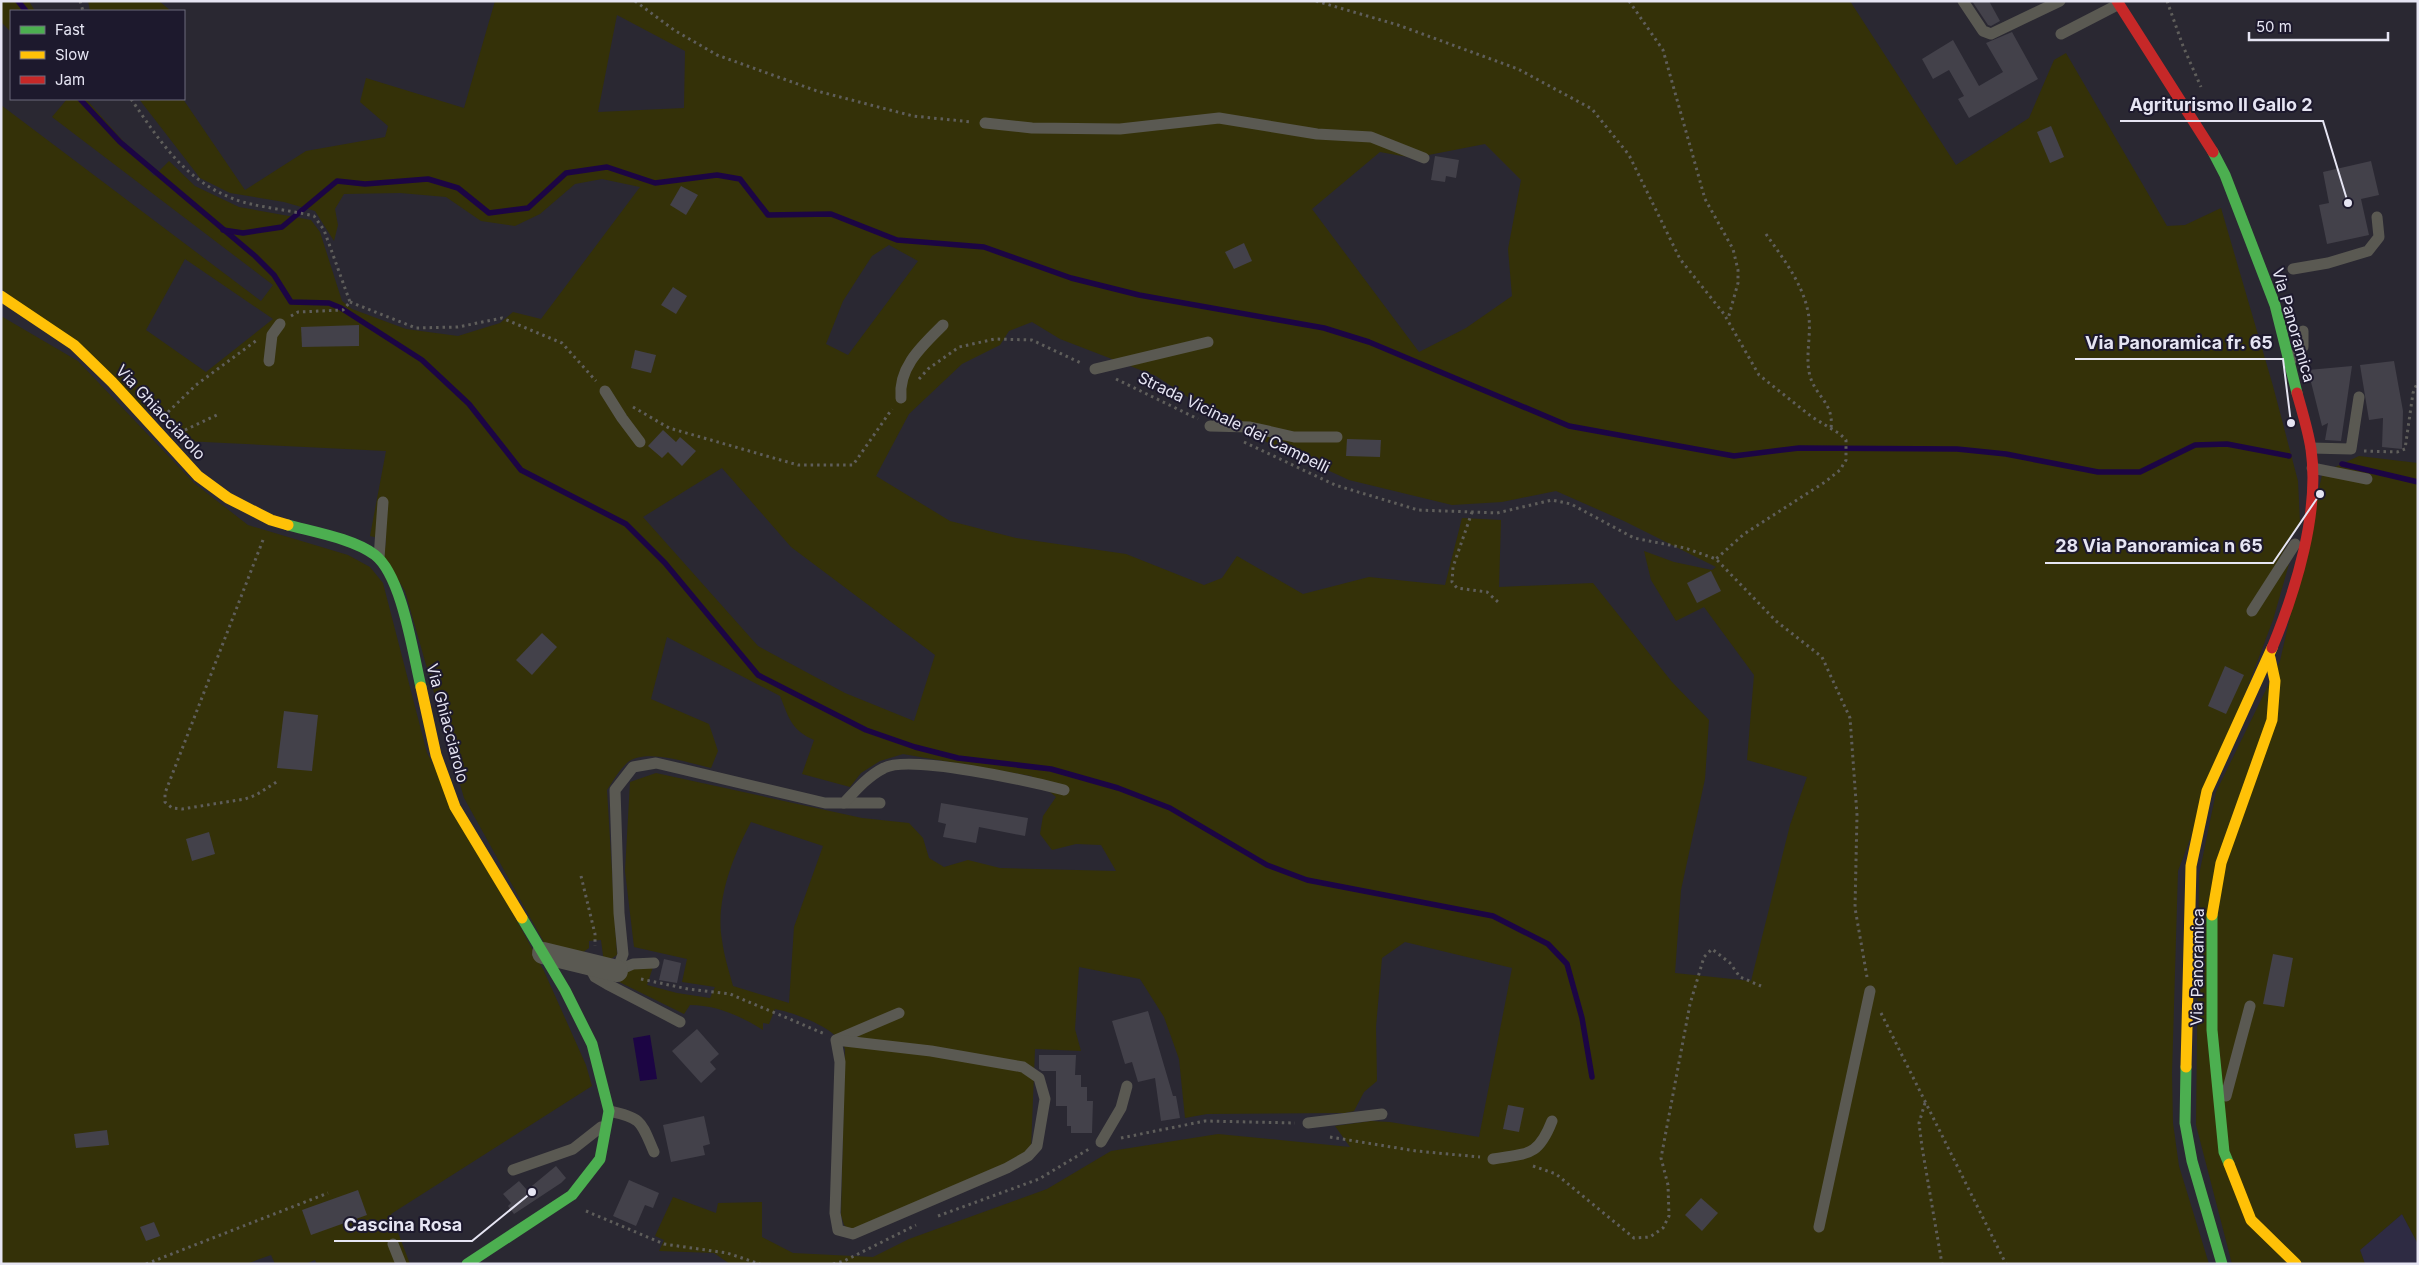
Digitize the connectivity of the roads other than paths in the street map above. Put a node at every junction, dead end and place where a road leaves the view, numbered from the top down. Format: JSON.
{"nodes":[{"id":1,"x":1963,"y":1,"type":"edge"},
{"id":2,"x":2060,"y":1,"type":"edge"},
{"id":3,"x":2118,"y":3,"type":"edge"},
{"id":4,"x":2061,"y":34,"type":"dead end"},
{"id":5,"x":985,"y":124,"type":"road end"},
{"id":6,"x":1424,"y":158,"type":"dead end"},
{"id":7,"x":2377,"y":217,"type":"dead end"},
{"id":8,"x":2293,"y":269,"type":"dead end"},
{"id":9,"x":1,"y":296,"type":"edge"},
{"id":10,"x":280,"y":324,"type":"road end"},
{"id":11,"x":943,"y":325,"type":"dead end"},
{"id":12,"x":2303,"y":331,"type":"dead end"},
{"id":13,"x":1208,"y":342,"type":"dead end"},
{"id":14,"x":269,"y":361,"type":"dead end"},
{"id":15,"x":2289,"y":362,"type":"junction"},
{"id":16,"x":1095,"y":369,"type":"road end"},
{"id":17,"x":605,"y":391,"type":"road end"},
{"id":18,"x":2359,"y":397,"type":"dead end"},
{"id":19,"x":901,"y":398,"type":"road end"},
{"id":20,"x":1210,"y":426,"type":"road end"},
{"id":21,"x":1337,"y":437,"type":"dead end"},
{"id":22,"x":640,"y":442,"type":"dead end"},
{"id":23,"x":2311,"y":448,"type":"junction"},
{"id":24,"x":2312,"y":468,"type":"junction"},
{"id":25,"x":2367,"y":479,"type":"dead end"},
{"id":26,"x":383,"y":502,"type":"dead end"},
{"id":27,"x":2307,"y":526,"type":"junction"},
{"id":28,"x":378,"y":560,"type":"junction"},
{"id":29,"x":2252,"y":610,"type":"dead end"},
{"id":30,"x":2270,"y":656,"type":"junction"},
{"id":31,"x":1064,"y":790,"type":"dead end"},
{"id":32,"x":844,"y":803,"type":"junction"},
{"id":33,"x":880,"y":803,"type":"dead end"},
{"id":34,"x":542,"y":953,"type":"junction"},
{"id":35,"x":654,"y":963,"type":"dead end"},
{"id":36,"x":588,"y":964,"type":"junction"},
{"id":37,"x":616,"y":970,"type":"junction"},
{"id":38,"x":1870,"y":991,"type":"road end"},
{"id":39,"x":2250,"y":1006,"type":"dead end"},
{"id":40,"x":899,"y":1014,"type":"dead end"},
{"id":41,"x":680,"y":1022,"type":"dead end"},
{"id":42,"x":836,"y":1040,"type":"junction"},
{"id":43,"x":1127,"y":1086,"type":"dead end"},
{"id":44,"x":2220,"y":1110,"type":"junction"},
{"id":45,"x":1382,"y":1114,"type":"dead end"},
{"id":46,"x":609,"y":1116,"type":"junction"},
{"id":47,"x":1552,"y":1121,"type":"dead end"},
{"id":48,"x":1308,"y":1123,"type":"road end"},
{"id":49,"x":1101,"y":1142,"type":"road end"},
{"id":50,"x":654,"y":1152,"type":"dead end"},
{"id":51,"x":1493,"y":1159,"type":"road end"},
{"id":52,"x":513,"y":1170,"type":"dead end"},
{"id":53,"x":1819,"y":1227,"type":"dead end"},
{"id":54,"x":393,"y":1244,"type":"dead end"},
{"id":55,"x":401,"y":1264,"type":"edge"},
{"id":56,"x":467,"y":1264,"type":"edge"},
{"id":57,"x":2222,"y":1264,"type":"edge"},
{"id":58,"x":2296,"y":1264,"type":"edge"}],
"edges":[{"from":1,"to":2,"type":"lane"},
{"from":3,"to":4,"type":"lane"},
{"from":3,"to":15,"type":"street","name":"Via Panoramica"},
{"from":5,"to":6,"type":"lane"},
{"from":7,"to":8,"type":"lane"},
{"from":9,"to":28,"type":"street","name":"Via Ghiacciarolo"},
{"from":10,"to":14,"type":"lane"},
{"from":11,"to":19,"type":"lane"},
{"from":12,"to":15,"type":"lane"},
{"from":13,"to":16,"type":"lane"},
{"from":15,"to":23,"type":"street","name":"Via Panoramica"},
{"from":17,"to":22,"type":"lane"},
{"from":18,"to":23,"type":"lane"},
{"from":20,"to":21,"type":"lane"},
{"from":23,"to":24,"type":"street","name":"Via Panoramica"},
{"from":24,"to":25,"type":"lane"},
{"from":24,"to":27,"type":"street","name":"Via Panoramica"},
{"from":26,"to":28,"type":"lane"},
{"from":27,"to":29,"type":"lane"},
{"from":27,"to":30,"type":"street","name":"Via Panoramica"},
{"from":28,"to":34,"type":"street","name":"Via Ghiacciarolo"},
{"from":30,"to":44,"type":"street","name":"Via Panoramica"},
{"from":30,"to":57,"type":"street","name":"Via Panoramica"},
{"from":31,"to":32,"type":"lane"},
{"from":32,"to":33,"type":"lane"},
{"from":32,"to":37,"type":"lane"},
{"from":34,"to":36,"type":"street"},
{"from":34,"to":46,"type":"street","name":"Via Ghiacciarolo"},
{"from":35,"to":37,"type":"lane"},
{"from":36,"to":37,"type":"street"},
{"from":36,"to":41,"type":"lane"},
{"from":38,"to":53,"type":"lane"},
{"from":39,"to":44,"type":"lane"},
{"from":40,"to":42,"type":"lane"},
{"from":42,"to":42,"type":"lane"},
{"from":43,"to":49,"type":"lane"},
{"from":44,"to":58,"type":"street","name":"Via Panoramica"},
{"from":45,"to":48,"type":"lane"},
{"from":46,"to":50,"type":"lane"},
{"from":46,"to":52,"type":"lane"},
{"from":46,"to":56,"type":"street","name":"Via Ghiacciarolo"},
{"from":47,"to":51,"type":"lane"},
{"from":54,"to":55,"type":"lane"}]}
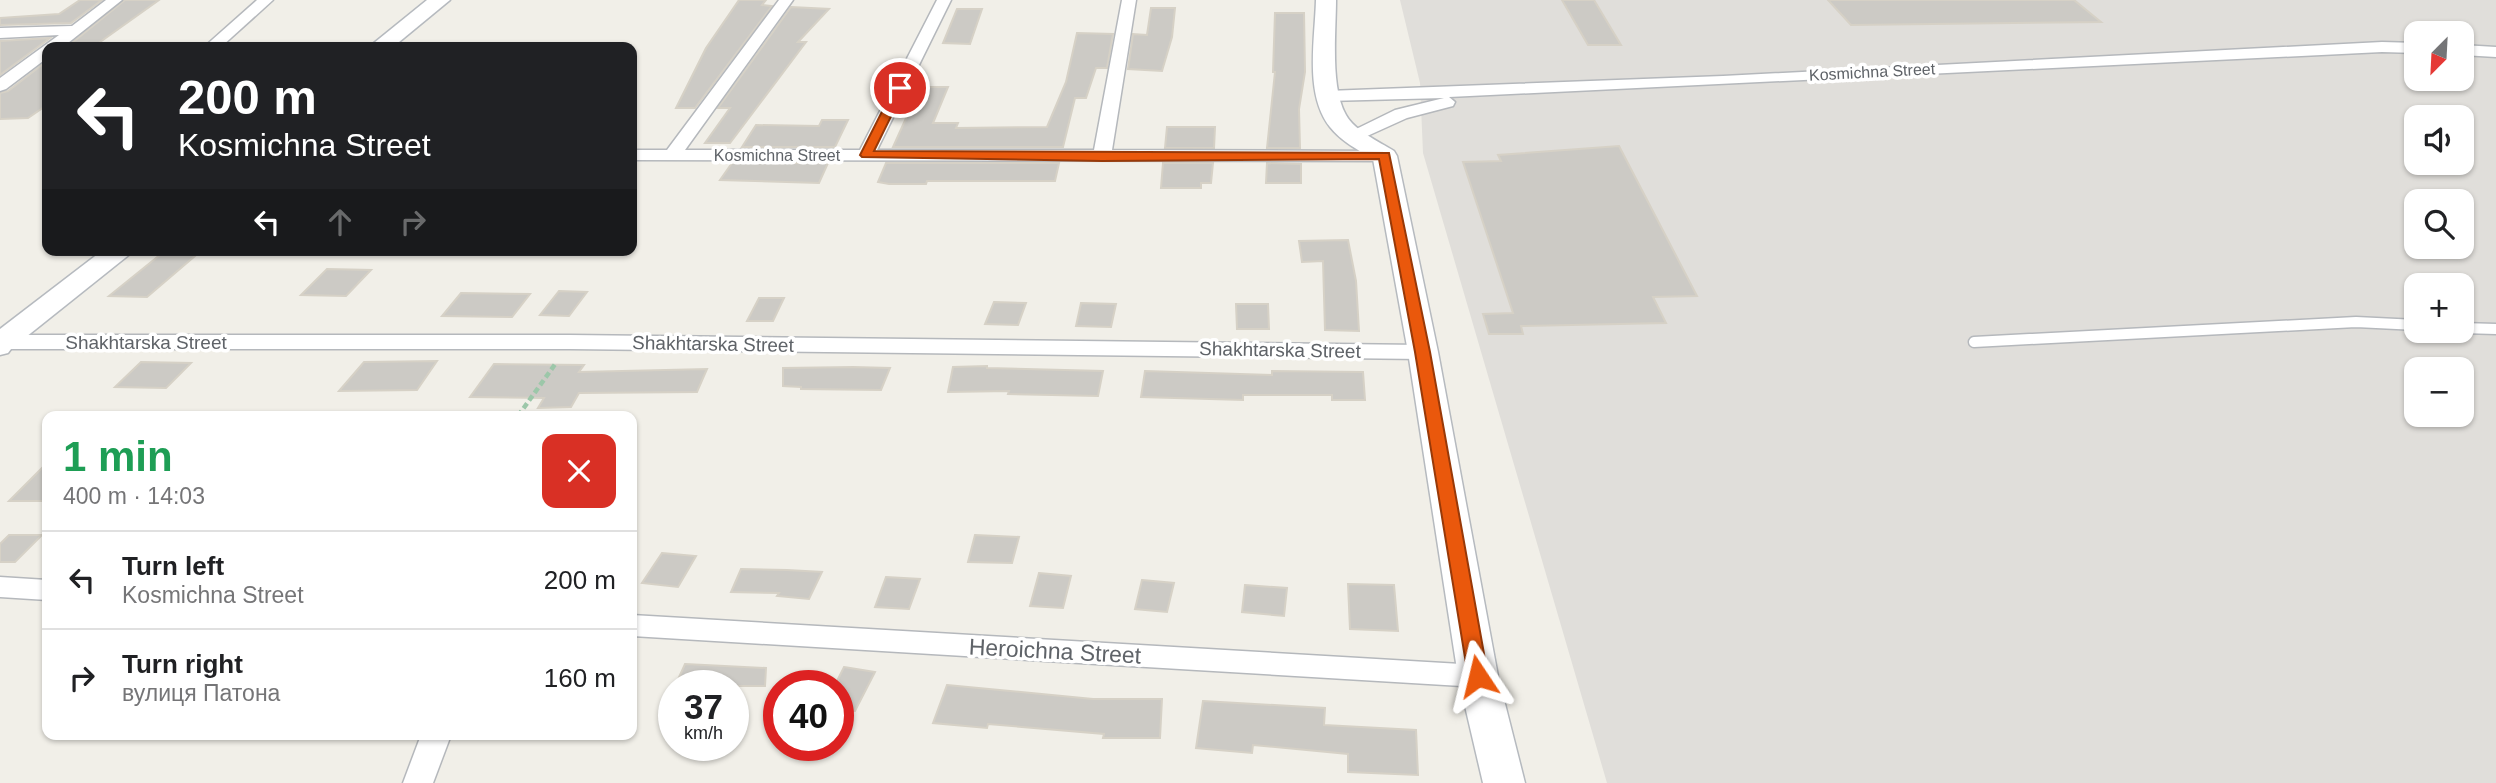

◆ ◆ ◆ ◆ ◆ ◆ ◆

What is needed:
If an entry above holds a picture, omit the picture but retype everything else exactly.

Written answer:
Digitize the connectivity of the roads other than paths in the street map above. Put a node at every junction, dead end and place where a road leaves the view, numbered from the top down. Format: JSON.
{"nodes":[{"id":1,"x":1963,"y":1,"type":"edge"},
{"id":2,"x":2060,"y":1,"type":"edge"},
{"id":3,"x":2118,"y":3,"type":"edge"},
{"id":4,"x":2061,"y":34,"type":"dead end"},
{"id":5,"x":985,"y":124,"type":"road end"},
{"id":6,"x":1424,"y":158,"type":"dead end"},
{"id":7,"x":2377,"y":217,"type":"dead end"},
{"id":8,"x":2293,"y":269,"type":"dead end"},
{"id":9,"x":1,"y":296,"type":"edge"},
{"id":10,"x":280,"y":324,"type":"road end"},
{"id":11,"x":943,"y":325,"type":"dead end"},
{"id":12,"x":2303,"y":331,"type":"dead end"},
{"id":13,"x":1208,"y":342,"type":"dead end"},
{"id":14,"x":269,"y":361,"type":"dead end"},
{"id":15,"x":2289,"y":362,"type":"junction"},
{"id":16,"x":1095,"y":369,"type":"road end"},
{"id":17,"x":605,"y":391,"type":"road end"},
{"id":18,"x":2359,"y":397,"type":"dead end"},
{"id":19,"x":901,"y":398,"type":"road end"},
{"id":20,"x":1210,"y":426,"type":"road end"},
{"id":21,"x":1337,"y":437,"type":"dead end"},
{"id":22,"x":640,"y":442,"type":"dead end"},
{"id":23,"x":2311,"y":448,"type":"junction"},
{"id":24,"x":2312,"y":468,"type":"junction"},
{"id":25,"x":2367,"y":479,"type":"dead end"},
{"id":26,"x":383,"y":502,"type":"dead end"},
{"id":27,"x":2307,"y":526,"type":"junction"},
{"id":28,"x":378,"y":560,"type":"junction"},
{"id":29,"x":2252,"y":610,"type":"dead end"},
{"id":30,"x":2270,"y":656,"type":"junction"},
{"id":31,"x":1064,"y":790,"type":"dead end"},
{"id":32,"x":844,"y":803,"type":"junction"},
{"id":33,"x":880,"y":803,"type":"dead end"},
{"id":34,"x":542,"y":953,"type":"junction"},
{"id":35,"x":654,"y":963,"type":"dead end"},
{"id":36,"x":588,"y":964,"type":"junction"},
{"id":37,"x":616,"y":970,"type":"junction"},
{"id":38,"x":1870,"y":991,"type":"road end"},
{"id":39,"x":2250,"y":1006,"type":"dead end"},
{"id":40,"x":899,"y":1014,"type":"dead end"},
{"id":41,"x":680,"y":1022,"type":"dead end"},
{"id":42,"x":836,"y":1040,"type":"junction"},
{"id":43,"x":1127,"y":1086,"type":"dead end"},
{"id":44,"x":2220,"y":1110,"type":"junction"},
{"id":45,"x":1382,"y":1114,"type":"dead end"},
{"id":46,"x":609,"y":1116,"type":"junction"},
{"id":47,"x":1552,"y":1121,"type":"dead end"},
{"id":48,"x":1308,"y":1123,"type":"road end"},
{"id":49,"x":1101,"y":1142,"type":"road end"},
{"id":50,"x":654,"y":1152,"type":"dead end"},
{"id":51,"x":1493,"y":1159,"type":"road end"},
{"id":52,"x":513,"y":1170,"type":"dead end"},
{"id":53,"x":1819,"y":1227,"type":"dead end"},
{"id":54,"x":393,"y":1244,"type":"dead end"},
{"id":55,"x":401,"y":1264,"type":"edge"},
{"id":56,"x":467,"y":1264,"type":"edge"},
{"id":57,"x":2222,"y":1264,"type":"edge"},
{"id":58,"x":2296,"y":1264,"type":"edge"}],
"edges":[{"from":1,"to":2,"type":"lane"},
{"from":3,"to":4,"type":"lane"},
{"from":3,"to":15,"type":"street","name":"Via Panoramica"},
{"from":5,"to":6,"type":"lane"},
{"from":7,"to":8,"type":"lane"},
{"from":9,"to":28,"type":"street","name":"Via Ghiacciarolo"},
{"from":10,"to":14,"type":"lane"},
{"from":11,"to":19,"type":"lane"},
{"from":12,"to":15,"type":"lane"},
{"from":13,"to":16,"type":"lane"},
{"from":15,"to":23,"type":"street","name":"Via Panoramica"},
{"from":17,"to":22,"type":"lane"},
{"from":18,"to":23,"type":"lane"},
{"from":20,"to":21,"type":"lane"},
{"from":23,"to":24,"type":"street","name":"Via Panoramica"},
{"from":24,"to":25,"type":"lane"},
{"from":24,"to":27,"type":"street","name":"Via Panoramica"},
{"from":26,"to":28,"type":"lane"},
{"from":27,"to":29,"type":"lane"},
{"from":27,"to":30,"type":"street","name":"Via Panoramica"},
{"from":28,"to":34,"type":"street","name":"Via Ghiacciarolo"},
{"from":30,"to":44,"type":"street","name":"Via Panoramica"},
{"from":30,"to":57,"type":"street","name":"Via Panoramica"},
{"from":31,"to":32,"type":"lane"},
{"from":32,"to":33,"type":"lane"},
{"from":32,"to":37,"type":"lane"},
{"from":34,"to":36,"type":"street"},
{"from":34,"to":46,"type":"street","name":"Via Ghiacciarolo"},
{"from":35,"to":37,"type":"lane"},
{"from":36,"to":37,"type":"street"},
{"from":36,"to":41,"type":"lane"},
{"from":38,"to":53,"type":"lane"},
{"from":39,"to":44,"type":"lane"},
{"from":40,"to":42,"type":"lane"},
{"from":42,"to":42,"type":"lane"},
{"from":43,"to":49,"type":"lane"},
{"from":44,"to":58,"type":"street","name":"Via Panoramica"},
{"from":45,"to":48,"type":"lane"},
{"from":46,"to":50,"type":"lane"},
{"from":46,"to":52,"type":"lane"},
{"from":46,"to":56,"type":"street","name":"Via Ghiacciarolo"},
{"from":47,"to":51,"type":"lane"},
{"from":54,"to":55,"type":"lane"}]}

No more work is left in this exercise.